** Opening Provided entries block **
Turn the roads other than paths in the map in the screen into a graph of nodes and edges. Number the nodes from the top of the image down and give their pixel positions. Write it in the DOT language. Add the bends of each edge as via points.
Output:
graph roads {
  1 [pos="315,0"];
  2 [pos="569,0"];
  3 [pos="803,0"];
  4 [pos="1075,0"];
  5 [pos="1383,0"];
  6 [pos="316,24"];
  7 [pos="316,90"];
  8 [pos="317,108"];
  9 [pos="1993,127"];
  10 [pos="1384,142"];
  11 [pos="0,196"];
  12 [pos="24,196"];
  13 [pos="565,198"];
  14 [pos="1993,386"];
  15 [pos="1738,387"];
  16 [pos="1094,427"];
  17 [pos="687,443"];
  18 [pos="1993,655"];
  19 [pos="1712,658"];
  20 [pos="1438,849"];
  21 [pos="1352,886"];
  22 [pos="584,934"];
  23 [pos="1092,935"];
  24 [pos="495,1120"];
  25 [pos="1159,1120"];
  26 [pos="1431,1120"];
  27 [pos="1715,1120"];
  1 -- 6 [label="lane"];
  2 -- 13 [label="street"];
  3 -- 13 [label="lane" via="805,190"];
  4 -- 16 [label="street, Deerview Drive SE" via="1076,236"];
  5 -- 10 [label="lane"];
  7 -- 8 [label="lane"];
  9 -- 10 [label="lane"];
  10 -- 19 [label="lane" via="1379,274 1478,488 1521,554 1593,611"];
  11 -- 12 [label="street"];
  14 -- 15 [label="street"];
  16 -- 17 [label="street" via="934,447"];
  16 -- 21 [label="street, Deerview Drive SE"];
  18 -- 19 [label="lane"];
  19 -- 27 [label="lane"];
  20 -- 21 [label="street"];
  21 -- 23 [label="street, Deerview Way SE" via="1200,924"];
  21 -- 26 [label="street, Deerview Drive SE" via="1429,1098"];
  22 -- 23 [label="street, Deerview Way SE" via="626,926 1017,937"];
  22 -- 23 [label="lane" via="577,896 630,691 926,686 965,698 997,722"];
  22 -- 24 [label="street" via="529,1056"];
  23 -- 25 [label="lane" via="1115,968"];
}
** Closing Provided entries block **
** Opening Provided entries block **
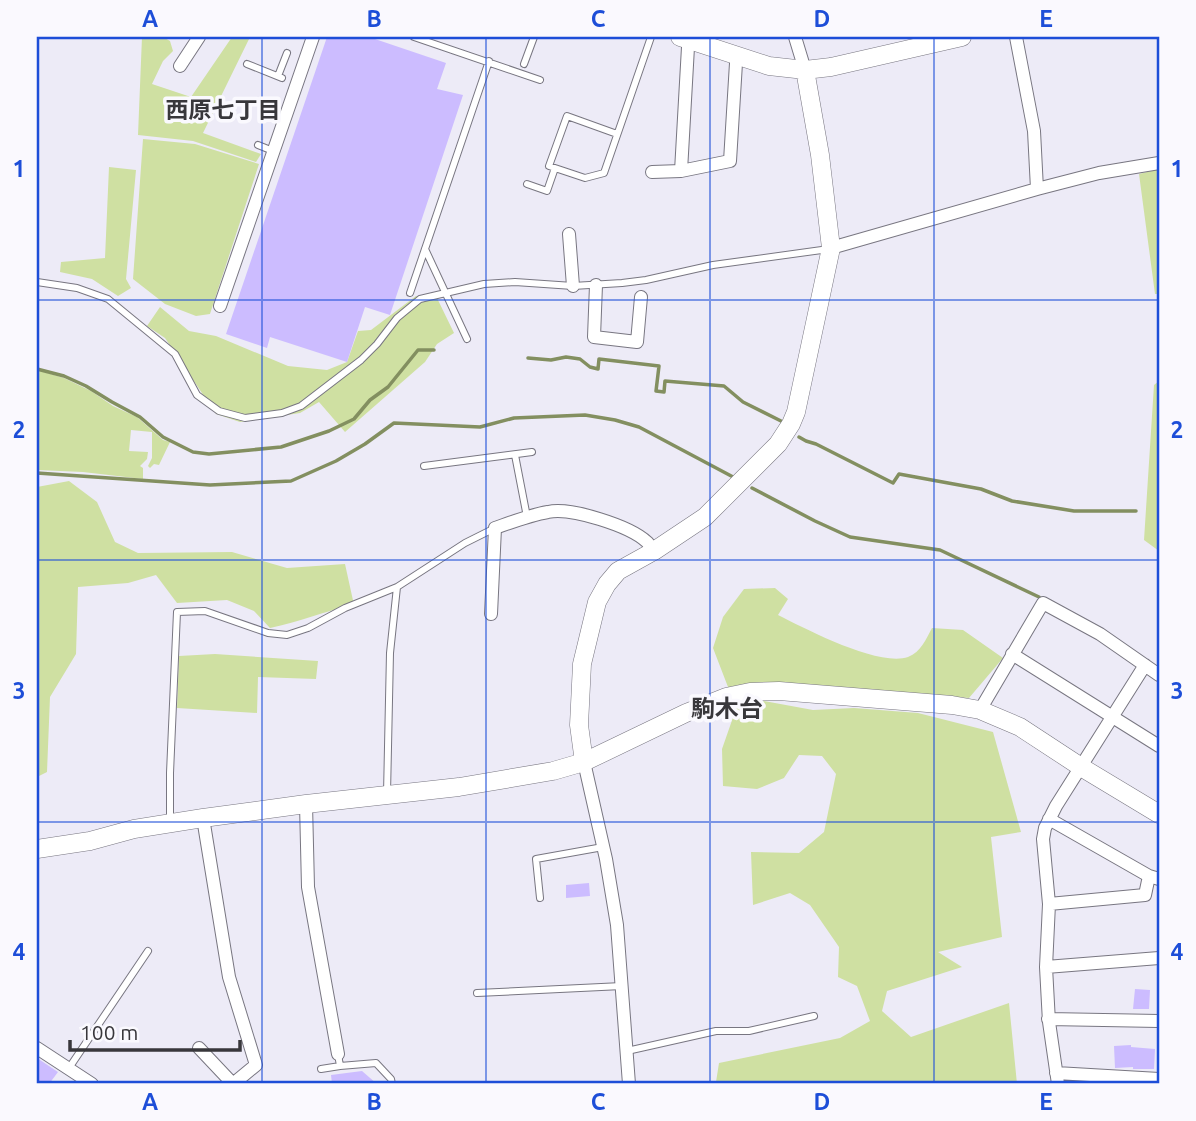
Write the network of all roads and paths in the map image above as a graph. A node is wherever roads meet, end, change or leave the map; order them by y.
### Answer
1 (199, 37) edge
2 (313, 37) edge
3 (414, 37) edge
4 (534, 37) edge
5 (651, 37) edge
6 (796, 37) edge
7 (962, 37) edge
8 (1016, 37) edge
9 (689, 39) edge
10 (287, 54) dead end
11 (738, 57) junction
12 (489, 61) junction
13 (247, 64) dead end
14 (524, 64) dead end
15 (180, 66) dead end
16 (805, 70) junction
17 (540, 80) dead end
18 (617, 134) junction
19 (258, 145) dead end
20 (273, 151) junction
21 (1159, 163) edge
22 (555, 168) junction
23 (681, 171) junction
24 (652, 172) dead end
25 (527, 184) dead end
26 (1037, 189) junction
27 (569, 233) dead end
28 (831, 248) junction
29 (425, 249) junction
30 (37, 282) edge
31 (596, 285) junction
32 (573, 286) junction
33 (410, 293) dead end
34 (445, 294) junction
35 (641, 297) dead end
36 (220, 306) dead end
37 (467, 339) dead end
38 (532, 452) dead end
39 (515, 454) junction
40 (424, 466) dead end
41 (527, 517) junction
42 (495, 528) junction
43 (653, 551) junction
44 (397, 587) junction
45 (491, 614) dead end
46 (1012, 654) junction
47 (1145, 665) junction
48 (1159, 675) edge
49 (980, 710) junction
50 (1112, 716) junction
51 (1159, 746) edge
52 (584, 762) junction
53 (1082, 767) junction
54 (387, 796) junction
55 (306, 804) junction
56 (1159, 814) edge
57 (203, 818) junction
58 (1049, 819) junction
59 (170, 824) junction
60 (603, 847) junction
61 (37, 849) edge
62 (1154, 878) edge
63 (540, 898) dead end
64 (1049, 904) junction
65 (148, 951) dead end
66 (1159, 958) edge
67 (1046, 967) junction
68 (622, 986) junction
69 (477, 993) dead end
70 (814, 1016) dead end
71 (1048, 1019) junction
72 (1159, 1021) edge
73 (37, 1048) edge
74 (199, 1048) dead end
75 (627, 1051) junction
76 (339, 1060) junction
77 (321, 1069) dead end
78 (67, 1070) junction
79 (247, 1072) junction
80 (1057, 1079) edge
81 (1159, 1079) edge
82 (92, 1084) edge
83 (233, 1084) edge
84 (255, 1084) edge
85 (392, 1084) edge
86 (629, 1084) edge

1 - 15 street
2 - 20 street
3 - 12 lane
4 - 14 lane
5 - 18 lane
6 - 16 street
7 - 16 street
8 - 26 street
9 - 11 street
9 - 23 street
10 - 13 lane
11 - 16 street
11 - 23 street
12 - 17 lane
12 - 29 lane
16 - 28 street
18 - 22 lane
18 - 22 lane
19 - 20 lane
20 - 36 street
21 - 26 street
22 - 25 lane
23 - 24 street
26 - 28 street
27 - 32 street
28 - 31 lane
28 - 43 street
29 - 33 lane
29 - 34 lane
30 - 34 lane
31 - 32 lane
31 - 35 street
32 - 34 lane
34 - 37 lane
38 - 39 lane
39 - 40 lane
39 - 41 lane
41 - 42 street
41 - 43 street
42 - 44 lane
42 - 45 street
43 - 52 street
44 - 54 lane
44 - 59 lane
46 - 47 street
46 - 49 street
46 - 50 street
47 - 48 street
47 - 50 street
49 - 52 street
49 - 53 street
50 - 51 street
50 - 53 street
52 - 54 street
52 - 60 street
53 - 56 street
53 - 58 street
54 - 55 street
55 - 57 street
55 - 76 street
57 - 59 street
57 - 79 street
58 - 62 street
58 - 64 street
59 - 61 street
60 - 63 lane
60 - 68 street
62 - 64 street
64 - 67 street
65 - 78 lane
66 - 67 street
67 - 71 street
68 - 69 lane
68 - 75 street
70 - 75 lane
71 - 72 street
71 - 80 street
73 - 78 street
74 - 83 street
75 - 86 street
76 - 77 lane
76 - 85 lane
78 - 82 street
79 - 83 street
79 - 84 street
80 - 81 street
** Closing Provided entries block **
** Opening Provided entries block **
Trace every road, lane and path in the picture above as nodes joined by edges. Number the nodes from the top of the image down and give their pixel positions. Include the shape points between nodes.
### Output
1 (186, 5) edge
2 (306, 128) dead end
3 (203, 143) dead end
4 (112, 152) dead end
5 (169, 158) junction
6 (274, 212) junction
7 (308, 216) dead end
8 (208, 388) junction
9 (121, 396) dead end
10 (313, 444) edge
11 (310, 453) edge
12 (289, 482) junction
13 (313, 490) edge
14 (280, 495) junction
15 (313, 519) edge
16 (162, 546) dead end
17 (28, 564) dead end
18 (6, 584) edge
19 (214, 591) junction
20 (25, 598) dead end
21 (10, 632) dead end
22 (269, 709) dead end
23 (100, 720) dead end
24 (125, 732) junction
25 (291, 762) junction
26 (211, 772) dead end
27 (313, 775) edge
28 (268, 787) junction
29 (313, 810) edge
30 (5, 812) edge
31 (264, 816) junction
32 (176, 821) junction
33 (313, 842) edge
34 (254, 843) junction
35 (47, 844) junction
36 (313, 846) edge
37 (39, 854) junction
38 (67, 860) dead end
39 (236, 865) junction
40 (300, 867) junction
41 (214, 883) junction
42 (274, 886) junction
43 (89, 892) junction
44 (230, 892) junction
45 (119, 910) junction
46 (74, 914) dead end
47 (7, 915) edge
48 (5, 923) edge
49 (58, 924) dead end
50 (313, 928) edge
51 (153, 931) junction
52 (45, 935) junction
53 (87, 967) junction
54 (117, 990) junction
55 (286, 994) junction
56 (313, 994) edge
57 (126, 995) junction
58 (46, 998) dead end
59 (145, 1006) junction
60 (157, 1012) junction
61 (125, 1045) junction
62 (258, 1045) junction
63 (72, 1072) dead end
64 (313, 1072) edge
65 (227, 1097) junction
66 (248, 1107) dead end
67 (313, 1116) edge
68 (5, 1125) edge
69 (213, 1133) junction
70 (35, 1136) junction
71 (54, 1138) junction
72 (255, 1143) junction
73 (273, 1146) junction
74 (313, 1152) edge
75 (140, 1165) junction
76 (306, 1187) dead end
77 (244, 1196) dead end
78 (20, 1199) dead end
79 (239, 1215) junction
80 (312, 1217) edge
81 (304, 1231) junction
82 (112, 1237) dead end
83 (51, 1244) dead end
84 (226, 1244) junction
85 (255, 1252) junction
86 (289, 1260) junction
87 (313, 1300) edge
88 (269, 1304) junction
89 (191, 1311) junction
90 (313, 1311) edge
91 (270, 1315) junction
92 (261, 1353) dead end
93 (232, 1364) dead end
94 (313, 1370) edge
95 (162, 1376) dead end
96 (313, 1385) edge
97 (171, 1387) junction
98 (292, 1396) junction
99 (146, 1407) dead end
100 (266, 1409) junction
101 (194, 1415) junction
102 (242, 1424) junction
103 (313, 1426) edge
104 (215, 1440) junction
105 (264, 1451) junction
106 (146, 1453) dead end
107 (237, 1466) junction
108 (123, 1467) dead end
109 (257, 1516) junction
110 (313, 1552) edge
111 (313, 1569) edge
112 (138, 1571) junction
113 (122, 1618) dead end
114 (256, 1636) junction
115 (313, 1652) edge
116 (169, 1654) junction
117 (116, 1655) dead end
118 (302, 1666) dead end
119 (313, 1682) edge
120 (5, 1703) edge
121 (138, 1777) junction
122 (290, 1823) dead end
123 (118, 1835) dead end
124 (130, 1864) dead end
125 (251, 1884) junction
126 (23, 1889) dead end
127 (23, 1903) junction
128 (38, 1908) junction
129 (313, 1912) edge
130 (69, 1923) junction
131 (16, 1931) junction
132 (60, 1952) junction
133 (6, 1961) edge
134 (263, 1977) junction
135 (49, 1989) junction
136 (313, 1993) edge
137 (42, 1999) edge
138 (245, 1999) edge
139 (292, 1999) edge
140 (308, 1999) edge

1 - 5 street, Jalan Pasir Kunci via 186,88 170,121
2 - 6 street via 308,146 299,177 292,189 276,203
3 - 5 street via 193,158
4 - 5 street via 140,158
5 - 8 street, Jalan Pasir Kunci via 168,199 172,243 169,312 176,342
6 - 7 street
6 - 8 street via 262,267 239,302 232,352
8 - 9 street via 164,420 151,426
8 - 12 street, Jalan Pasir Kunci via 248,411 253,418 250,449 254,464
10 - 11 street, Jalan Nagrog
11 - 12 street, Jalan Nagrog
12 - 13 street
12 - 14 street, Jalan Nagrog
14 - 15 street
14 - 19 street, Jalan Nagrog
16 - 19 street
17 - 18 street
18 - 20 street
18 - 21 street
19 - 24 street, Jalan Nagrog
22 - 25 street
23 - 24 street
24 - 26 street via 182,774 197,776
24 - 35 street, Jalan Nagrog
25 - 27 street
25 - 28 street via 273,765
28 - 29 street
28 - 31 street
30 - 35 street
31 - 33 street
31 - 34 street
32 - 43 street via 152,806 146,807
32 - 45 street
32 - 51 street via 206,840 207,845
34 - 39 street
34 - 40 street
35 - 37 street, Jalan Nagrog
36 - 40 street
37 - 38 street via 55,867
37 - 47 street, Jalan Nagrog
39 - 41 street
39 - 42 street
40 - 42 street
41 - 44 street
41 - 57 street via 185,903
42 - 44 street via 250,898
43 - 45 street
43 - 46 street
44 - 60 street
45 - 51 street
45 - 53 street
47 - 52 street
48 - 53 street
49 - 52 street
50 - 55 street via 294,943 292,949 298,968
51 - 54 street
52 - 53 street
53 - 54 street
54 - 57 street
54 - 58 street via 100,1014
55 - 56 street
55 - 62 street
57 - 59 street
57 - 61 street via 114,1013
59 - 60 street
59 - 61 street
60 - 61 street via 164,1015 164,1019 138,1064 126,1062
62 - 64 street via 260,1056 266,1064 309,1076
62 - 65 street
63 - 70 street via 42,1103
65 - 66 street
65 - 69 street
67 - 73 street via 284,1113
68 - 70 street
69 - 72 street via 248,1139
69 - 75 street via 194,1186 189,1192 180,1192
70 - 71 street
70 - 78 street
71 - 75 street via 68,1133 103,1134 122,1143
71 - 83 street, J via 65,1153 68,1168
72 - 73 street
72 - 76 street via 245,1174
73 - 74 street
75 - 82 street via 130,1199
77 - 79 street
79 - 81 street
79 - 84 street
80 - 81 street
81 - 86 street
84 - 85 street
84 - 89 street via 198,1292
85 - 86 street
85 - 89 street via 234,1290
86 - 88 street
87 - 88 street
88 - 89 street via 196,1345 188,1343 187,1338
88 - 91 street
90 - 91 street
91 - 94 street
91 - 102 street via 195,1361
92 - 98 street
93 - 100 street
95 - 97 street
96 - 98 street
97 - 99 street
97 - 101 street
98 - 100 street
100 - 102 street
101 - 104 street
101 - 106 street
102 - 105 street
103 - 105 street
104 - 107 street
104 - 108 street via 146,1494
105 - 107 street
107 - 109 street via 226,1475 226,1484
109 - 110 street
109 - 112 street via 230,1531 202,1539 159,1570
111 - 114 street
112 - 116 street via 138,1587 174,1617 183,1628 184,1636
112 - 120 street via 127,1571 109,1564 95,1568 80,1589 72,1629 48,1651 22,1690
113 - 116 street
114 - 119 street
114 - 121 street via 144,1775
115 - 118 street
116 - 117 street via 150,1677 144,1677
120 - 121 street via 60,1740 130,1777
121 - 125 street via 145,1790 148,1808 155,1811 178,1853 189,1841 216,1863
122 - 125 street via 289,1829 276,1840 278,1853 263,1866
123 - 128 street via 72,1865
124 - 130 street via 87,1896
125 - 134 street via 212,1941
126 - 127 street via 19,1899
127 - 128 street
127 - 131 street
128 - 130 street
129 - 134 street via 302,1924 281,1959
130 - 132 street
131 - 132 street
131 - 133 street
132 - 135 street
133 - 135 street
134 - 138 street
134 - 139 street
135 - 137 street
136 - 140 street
** Closing Provided entries block **
* _To do_: Search the material for the string "Pasir" and return each line that has it.

* _Answer box_:
1 - 5 street, Jalan Pasir Kunci via 186,88 170,121
5 - 8 street, Jalan Pasir Kunci via 168,199 172,243 169,312 176,342
8 - 12 street, Jalan Pasir Kunci via 248,411 253,418 250,449 254,464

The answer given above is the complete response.